WHAT IS BEING ASKED
In your copy of the data, include no pictures and alter nothing else.

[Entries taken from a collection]
◇ ◇ ◇ ◇ ◇ ◇ ◇

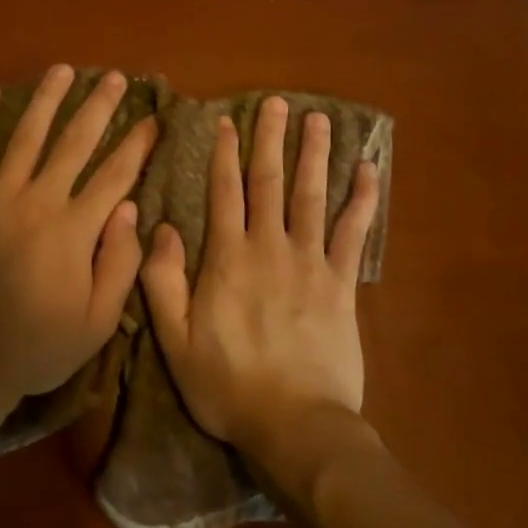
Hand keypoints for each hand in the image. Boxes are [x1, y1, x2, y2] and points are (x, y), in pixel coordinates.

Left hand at [0, 65, 157, 417]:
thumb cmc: (36, 347)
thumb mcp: (96, 322)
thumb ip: (118, 264)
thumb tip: (129, 208)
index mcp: (74, 230)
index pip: (115, 176)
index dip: (137, 145)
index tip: (153, 120)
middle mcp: (38, 201)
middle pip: (75, 143)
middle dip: (99, 107)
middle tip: (116, 78)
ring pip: (27, 137)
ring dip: (48, 100)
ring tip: (64, 69)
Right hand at [141, 96, 379, 456]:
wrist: (296, 425)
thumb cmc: (227, 385)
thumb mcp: (174, 339)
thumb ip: (162, 280)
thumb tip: (159, 226)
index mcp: (226, 258)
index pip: (224, 192)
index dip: (224, 153)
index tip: (227, 120)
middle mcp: (269, 247)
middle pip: (270, 182)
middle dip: (271, 139)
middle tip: (277, 102)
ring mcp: (310, 263)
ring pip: (312, 196)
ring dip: (315, 155)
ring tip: (320, 120)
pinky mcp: (342, 284)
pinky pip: (353, 234)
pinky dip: (362, 200)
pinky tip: (368, 170)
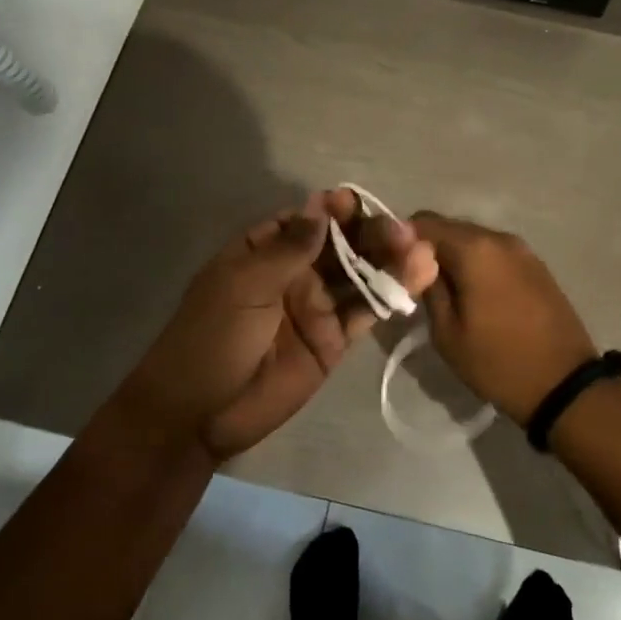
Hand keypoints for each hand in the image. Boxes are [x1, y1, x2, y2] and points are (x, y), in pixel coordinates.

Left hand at [121, 190, 437, 461]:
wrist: (199, 414)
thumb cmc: (212, 338)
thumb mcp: (244, 285)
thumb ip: (289, 248)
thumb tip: (321, 205)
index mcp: (264, 251)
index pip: (307, 221)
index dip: (333, 211)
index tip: (356, 204)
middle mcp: (295, 273)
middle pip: (341, 245)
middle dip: (371, 234)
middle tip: (403, 231)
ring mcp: (317, 306)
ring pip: (359, 276)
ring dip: (389, 261)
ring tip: (421, 250)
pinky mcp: (334, 339)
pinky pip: (366, 311)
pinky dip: (390, 295)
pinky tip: (418, 277)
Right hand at [410, 213, 598, 426]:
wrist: (564, 384)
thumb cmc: (497, 361)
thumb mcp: (446, 332)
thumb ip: (427, 286)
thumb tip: (414, 260)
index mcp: (473, 248)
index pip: (422, 222)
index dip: (402, 240)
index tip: (395, 268)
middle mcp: (499, 237)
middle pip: (450, 228)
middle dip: (429, 249)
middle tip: (417, 284)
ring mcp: (522, 249)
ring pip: (474, 240)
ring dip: (456, 258)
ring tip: (448, 293)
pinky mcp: (537, 265)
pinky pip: (496, 254)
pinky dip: (479, 265)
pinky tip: (476, 295)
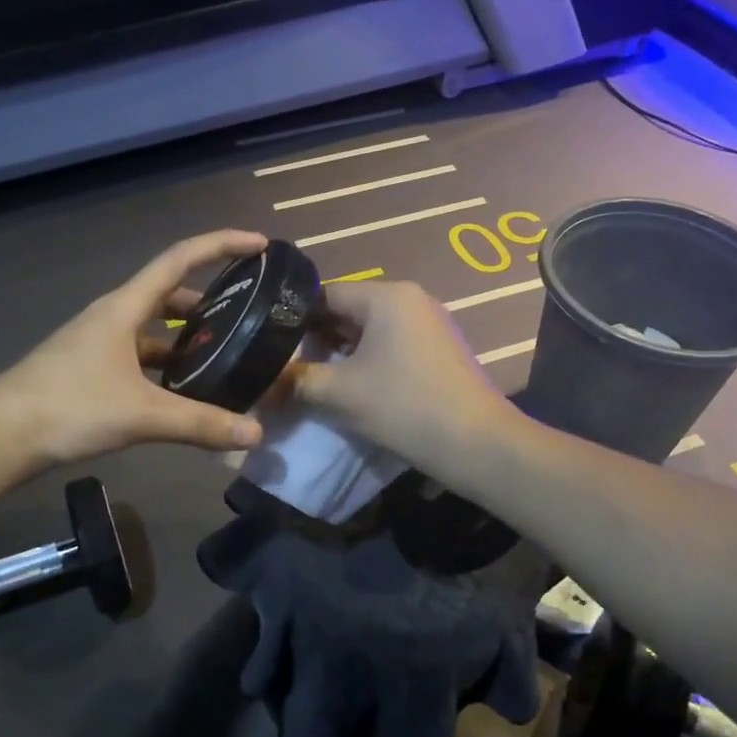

◇ ◇ ◇ ◇ ◇ ◇ ◇

EXERCISE RESPONSE
Hand keypoints for each hand in the image. Boxes are [x1, y1, x2, y2] and points are (x, y), in pixel coordinates.

Left hand at [0, 65, 157, 417]:
thumb cmc: (36, 347)
thumb mcp: (96, 322)
thumb ip: (118, 264)
thumb tip: (129, 208)
index mcp: (74, 230)
index pip: (115, 176)
index dip: (137, 145)
index tip: (153, 120)
middle mcp: (38, 201)
middle pip: (75, 143)
middle dip: (99, 107)
middle tip: (116, 78)
ring pip: (27, 137)
ring dip: (48, 100)
ring tip: (64, 69)
Right hand at [141, 96, 379, 456]:
wrist: (296, 425)
thumb cmc: (227, 385)
thumb mcp: (174, 339)
thumb ip: (162, 280)
thumb tip: (159, 226)
index mcp: (226, 258)
index pip: (224, 192)
index dip: (224, 153)
index tip: (227, 120)
middle mcp: (269, 247)
middle pip: (270, 182)
middle dip: (271, 139)
middle tip: (277, 102)
ring mcp: (310, 263)
ring pip: (312, 196)
ring dip: (315, 155)
ring tip: (320, 120)
pinky mcp: (342, 284)
pinky pip: (353, 234)
pinky dip: (362, 200)
pinky tip: (368, 170)
Hand keypoints for each hand in the image. Boxes are [x1, y1, x2, y2] and points are (x, y), in pixel coordinates.

Left hand at [121, 190, 437, 461]:
wrist: (199, 414)
thumb cmc: (212, 338)
thumb mcp: (244, 285)
thumb ip: (289, 248)
thumb tip: (321, 205)
index mcp: (264, 251)
index pip: (307, 221)
index dip: (333, 211)
index tip: (356, 204)
middle mcp: (295, 273)
middle pip: (341, 245)
middle dip: (371, 234)
middle tip: (403, 231)
ring mcp: (317, 306)
ring pip: (359, 276)
ring dip: (389, 261)
ring tip: (421, 250)
pinky mcp: (334, 339)
pinky pip: (366, 311)
pinky dip: (390, 295)
pinky tip: (418, 277)
Right hand at [410, 213, 598, 426]:
wrist: (564, 384)
thumb cmc: (497, 361)
thumb mcp: (446, 332)
thumb ip: (427, 286)
thumb tip: (414, 260)
index mcp: (473, 248)
index pip: (422, 222)
index dip: (402, 240)
index tip: (395, 268)
middle mcp: (499, 237)
middle pip: (450, 228)
middle dip: (429, 249)
middle tip: (417, 284)
ring mcp: (522, 249)
ring pip: (474, 240)
ring dip: (456, 258)
ring tip: (448, 293)
pinky mcp: (537, 265)
pinky pip: (496, 254)
pinky dip: (479, 265)
pinky tip: (476, 295)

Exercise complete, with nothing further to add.